Navajo Prep's 200 students attended the dedication and ribbon cutting ceremony Friday morning.
Finishing the leadership building, which will house the administration, is not the end of plans officials have for the school. Betty Ojaye, the school's executive director, said the administration has designs ready for a fine arts and music building that would cost $4 million to complete. The school is also planning an additional sports facilities and upgrades in the IT department.
Previously, the administration was housed in Dodge Hall, an old dormitory converted into classrooms. That space, though, was needed for extraclassrooms. And the administration was spread out between the first floor and the basement, creating confusion for visitors.
"We did a lot of running up and down steps," Ojaye said.
About a year ago, they started working on the Edison J. Wauneka Leadership Building.
Ojaye told the audience that they decided to call it a leadership building because "we're all about leadership here at Navajo Prep."
The administration named the building after Edison Wauneka, who was the president of Navajo Prep's board of trustees from 2001 until earlier this year. Wauneka said he became board president through a coin toss his first year but was reinstated every year after that.
He then described his first experiences of boarding school when he, as a young child, was sent to Crystal Boarding School in Navajo. The dorms were divided into "big boys" and "little boys." When he arrived, he started following his older brother toward the "big boy" dorm.

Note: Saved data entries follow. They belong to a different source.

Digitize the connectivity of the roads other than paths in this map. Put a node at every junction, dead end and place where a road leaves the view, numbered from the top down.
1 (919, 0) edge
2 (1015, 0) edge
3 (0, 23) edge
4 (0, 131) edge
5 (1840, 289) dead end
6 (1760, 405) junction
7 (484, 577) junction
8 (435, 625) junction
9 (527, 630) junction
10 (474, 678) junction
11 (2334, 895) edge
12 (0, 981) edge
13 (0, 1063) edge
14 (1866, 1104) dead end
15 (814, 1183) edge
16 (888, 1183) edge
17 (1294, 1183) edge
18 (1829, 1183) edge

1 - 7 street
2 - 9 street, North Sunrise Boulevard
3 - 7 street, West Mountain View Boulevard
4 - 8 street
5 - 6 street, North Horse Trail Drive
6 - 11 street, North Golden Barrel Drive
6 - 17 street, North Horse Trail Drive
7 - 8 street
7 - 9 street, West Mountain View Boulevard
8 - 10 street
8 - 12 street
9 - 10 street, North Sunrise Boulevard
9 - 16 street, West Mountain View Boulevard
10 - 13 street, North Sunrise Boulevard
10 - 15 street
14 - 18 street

He said an aide grabbed him by the arm and threw him down the hall.
"And I just thought to myself, 'What am I doing here?'" Wauneka said.

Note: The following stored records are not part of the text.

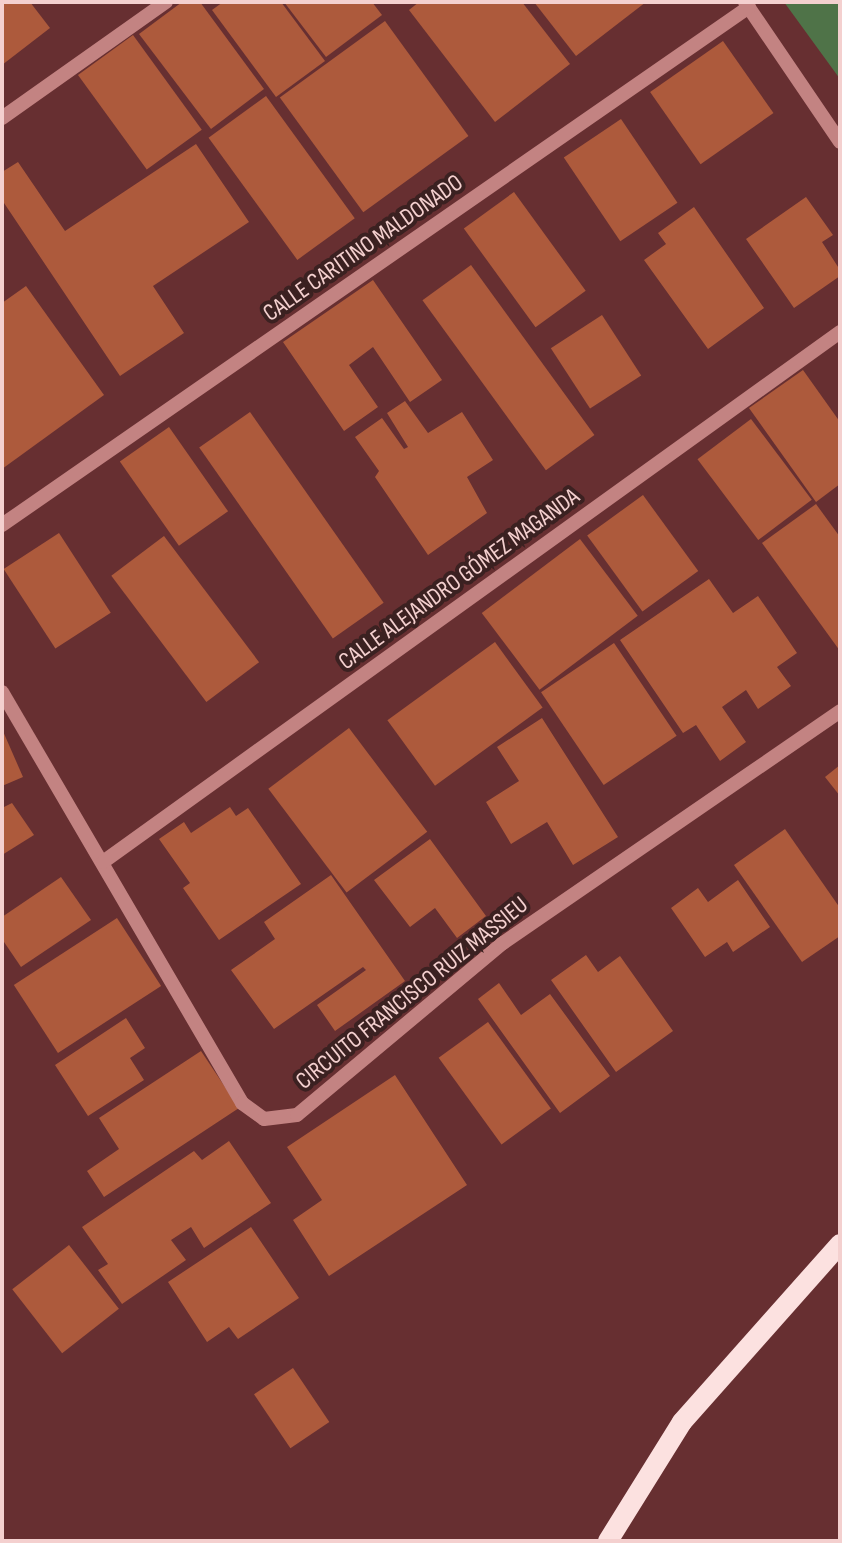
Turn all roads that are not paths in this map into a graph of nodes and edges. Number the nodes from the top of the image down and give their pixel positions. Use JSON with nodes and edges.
{"nodes":[{"id":1,"x":166,"y":2,"type":"edge"},
{"id":2,"x":747,"y":5,"type":"edge"},
{"id":3,"x":2,"y":118,"type":"edge"},
{"id":4,"x":840,"y":142,"type":"edge"},
{"id":5,"x":840,"y":332,"type":"edge"},
{"id":6,"x":2,"y":525,"type":"edge"},
{"id":7,"x":2,"y":692,"type":"edge"},
{"id":8,"x":840,"y":711,"type":"edge"},
{"id":9,"x":103,"y":862,"type":"junction"},
{"id":10,"x":840,"y":1244,"type":"edge"},
{"id":11,"x":608,"y":1541,"type":"edge"}],
"edges":[{"from":1,"to":3,"type":"street"},
{"from":2,"to":4,"type":"street"},
{"from":2,"to":6,"type":"street","name":"CALLE CARITINO MALDONADO"},
{"from":5,"to":9,"type":"street","name":"CALLE ALEJANDRO GÓMEZ MAGANDA"},
{"from":7,"to":9,"type":"street","name":"CIRCUITO FRANCISCO RUIZ MASSIEU"},
{"from":8,"to":9,"type":"street","name":"CIRCUITO FRANCISCO RUIZ MASSIEU"},
{"from":10,"to":11,"type":"main road"}]}
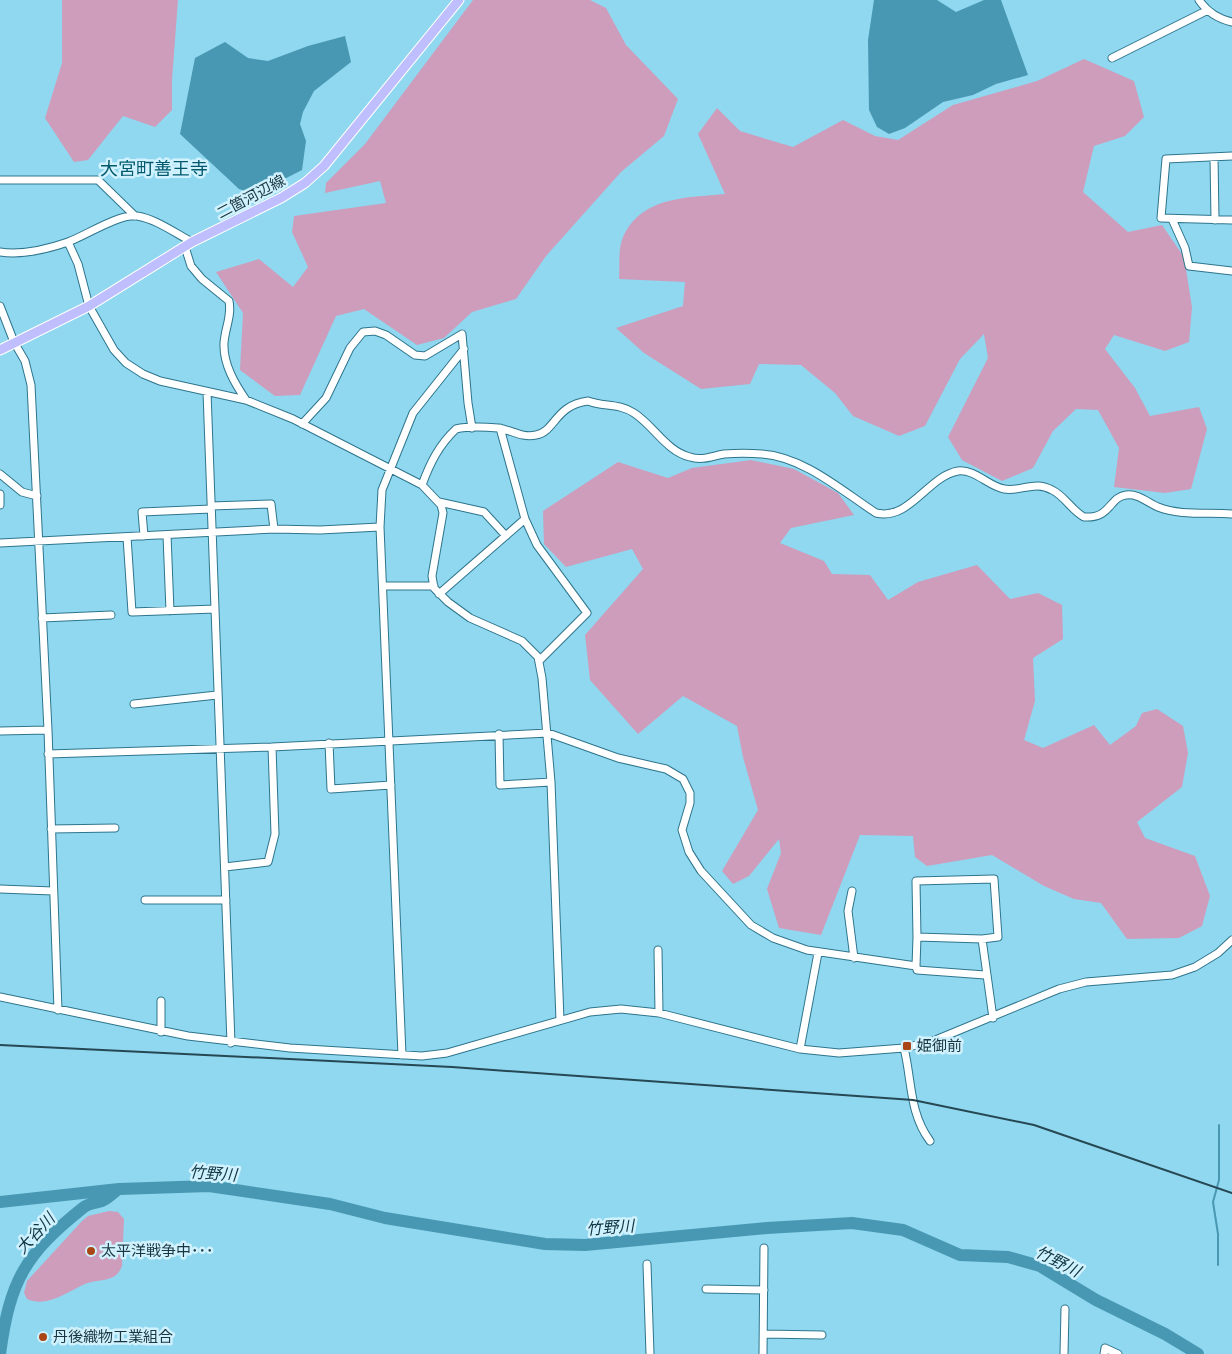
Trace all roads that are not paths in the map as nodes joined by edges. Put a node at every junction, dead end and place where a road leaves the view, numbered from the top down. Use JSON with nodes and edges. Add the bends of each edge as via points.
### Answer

He told students at Navajo Prep that he hopes none of them are ever treated that way. He said to make things better for the Navajo people, they need to focus on young people, like the Navajo Prep students.
Wauneka also told the students one of the reasons he decided to leave Navajo Prep: he plans to run for Navajo Nation president next year, where he said he will continue to focus on education.
If elected, he said he plans to focus on what need to be done within the Navajo Nation, rather than attending conference and going to Washington, D.C.
"We have to concentrate on putting our house in order," Wauneka said.